EXERCISE AIM —
If a line in the entries below contains "junctions", copy it.

RECORDS FOR PROCESSING Block Start

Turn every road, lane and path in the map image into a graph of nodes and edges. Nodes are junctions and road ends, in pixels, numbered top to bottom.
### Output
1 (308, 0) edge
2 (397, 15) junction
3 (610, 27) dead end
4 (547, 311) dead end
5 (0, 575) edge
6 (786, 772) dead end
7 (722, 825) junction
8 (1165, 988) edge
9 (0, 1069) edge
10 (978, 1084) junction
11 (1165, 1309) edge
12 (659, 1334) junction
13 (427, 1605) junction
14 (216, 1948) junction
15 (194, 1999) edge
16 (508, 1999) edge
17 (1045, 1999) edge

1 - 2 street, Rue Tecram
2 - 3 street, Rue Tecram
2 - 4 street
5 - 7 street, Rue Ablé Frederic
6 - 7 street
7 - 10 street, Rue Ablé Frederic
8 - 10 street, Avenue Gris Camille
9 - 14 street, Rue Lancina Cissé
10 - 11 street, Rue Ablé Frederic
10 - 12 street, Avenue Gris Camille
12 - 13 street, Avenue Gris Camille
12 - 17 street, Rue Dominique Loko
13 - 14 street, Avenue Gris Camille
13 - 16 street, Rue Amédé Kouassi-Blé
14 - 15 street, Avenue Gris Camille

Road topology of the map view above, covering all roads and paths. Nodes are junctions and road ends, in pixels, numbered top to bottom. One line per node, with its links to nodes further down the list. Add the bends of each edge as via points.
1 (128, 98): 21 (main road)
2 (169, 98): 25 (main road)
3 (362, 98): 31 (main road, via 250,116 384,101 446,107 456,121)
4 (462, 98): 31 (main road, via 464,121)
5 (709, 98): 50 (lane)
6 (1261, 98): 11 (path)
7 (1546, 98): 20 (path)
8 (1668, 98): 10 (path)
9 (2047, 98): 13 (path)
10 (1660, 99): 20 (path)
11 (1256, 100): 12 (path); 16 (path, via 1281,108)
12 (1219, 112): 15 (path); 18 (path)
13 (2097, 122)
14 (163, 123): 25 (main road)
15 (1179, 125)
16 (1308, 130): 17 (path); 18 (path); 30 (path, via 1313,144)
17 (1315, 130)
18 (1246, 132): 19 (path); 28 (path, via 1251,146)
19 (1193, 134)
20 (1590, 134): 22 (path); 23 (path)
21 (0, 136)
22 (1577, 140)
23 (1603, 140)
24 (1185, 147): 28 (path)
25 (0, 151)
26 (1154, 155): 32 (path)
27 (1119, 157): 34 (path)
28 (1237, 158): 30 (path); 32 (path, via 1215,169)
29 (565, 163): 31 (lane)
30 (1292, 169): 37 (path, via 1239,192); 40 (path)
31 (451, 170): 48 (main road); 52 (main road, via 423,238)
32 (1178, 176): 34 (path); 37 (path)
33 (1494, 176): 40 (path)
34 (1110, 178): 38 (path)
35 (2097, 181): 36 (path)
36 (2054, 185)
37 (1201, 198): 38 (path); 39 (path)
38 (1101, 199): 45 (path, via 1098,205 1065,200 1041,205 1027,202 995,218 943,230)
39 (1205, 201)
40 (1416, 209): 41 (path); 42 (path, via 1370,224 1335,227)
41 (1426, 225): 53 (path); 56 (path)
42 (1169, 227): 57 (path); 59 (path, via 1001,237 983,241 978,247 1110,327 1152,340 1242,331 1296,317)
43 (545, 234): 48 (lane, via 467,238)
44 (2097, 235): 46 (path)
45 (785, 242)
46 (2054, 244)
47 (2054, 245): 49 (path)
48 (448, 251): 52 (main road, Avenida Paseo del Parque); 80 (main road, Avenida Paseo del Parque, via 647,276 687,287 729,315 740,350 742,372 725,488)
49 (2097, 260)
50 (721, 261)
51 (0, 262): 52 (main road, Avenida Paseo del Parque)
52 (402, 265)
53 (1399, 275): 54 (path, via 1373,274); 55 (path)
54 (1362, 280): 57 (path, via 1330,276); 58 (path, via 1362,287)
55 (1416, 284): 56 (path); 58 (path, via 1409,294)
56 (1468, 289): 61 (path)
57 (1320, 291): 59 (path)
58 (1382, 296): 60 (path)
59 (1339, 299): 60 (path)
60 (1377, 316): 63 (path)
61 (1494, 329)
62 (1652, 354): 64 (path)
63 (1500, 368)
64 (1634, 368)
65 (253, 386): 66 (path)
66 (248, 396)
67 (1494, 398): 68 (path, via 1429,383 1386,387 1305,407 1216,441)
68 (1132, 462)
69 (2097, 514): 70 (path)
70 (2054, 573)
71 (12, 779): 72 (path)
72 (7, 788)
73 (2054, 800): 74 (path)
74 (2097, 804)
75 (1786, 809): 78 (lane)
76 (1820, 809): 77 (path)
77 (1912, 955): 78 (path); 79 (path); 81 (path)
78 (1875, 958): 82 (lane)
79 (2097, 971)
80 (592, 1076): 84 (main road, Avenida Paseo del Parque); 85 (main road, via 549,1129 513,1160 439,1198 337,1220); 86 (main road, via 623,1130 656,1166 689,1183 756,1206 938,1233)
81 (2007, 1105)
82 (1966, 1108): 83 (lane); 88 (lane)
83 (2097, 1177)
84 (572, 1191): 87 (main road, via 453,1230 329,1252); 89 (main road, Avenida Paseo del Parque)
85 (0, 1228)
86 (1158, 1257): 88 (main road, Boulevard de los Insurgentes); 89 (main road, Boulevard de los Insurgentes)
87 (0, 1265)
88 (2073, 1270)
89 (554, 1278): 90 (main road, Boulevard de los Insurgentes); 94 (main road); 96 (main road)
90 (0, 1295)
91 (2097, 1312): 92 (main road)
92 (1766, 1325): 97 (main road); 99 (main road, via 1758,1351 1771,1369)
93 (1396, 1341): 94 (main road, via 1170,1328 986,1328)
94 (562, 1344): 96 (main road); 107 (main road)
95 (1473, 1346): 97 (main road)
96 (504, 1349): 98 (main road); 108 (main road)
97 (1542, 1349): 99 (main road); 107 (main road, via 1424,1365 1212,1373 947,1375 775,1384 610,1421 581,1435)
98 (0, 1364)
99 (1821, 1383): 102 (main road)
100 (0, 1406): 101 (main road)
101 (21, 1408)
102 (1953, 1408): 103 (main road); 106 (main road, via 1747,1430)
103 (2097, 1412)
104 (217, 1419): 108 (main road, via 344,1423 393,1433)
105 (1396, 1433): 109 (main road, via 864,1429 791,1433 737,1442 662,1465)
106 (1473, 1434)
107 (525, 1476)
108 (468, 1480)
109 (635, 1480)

RECORDS FOR PROCESSING Block End

COMPLETED EXERCISE —
Turn every road, lane and path in the map image into a graph of nodes and edges. Nodes are junctions and road ends, in pixels, numbered top to bottom.
Road topology of the map view above, covering all roads and paths. Nodes are junctions and road ends, in pixels, numbered top to bottom. One line per node, with its links to nodes further down the list. Add the bends of each edge as via points.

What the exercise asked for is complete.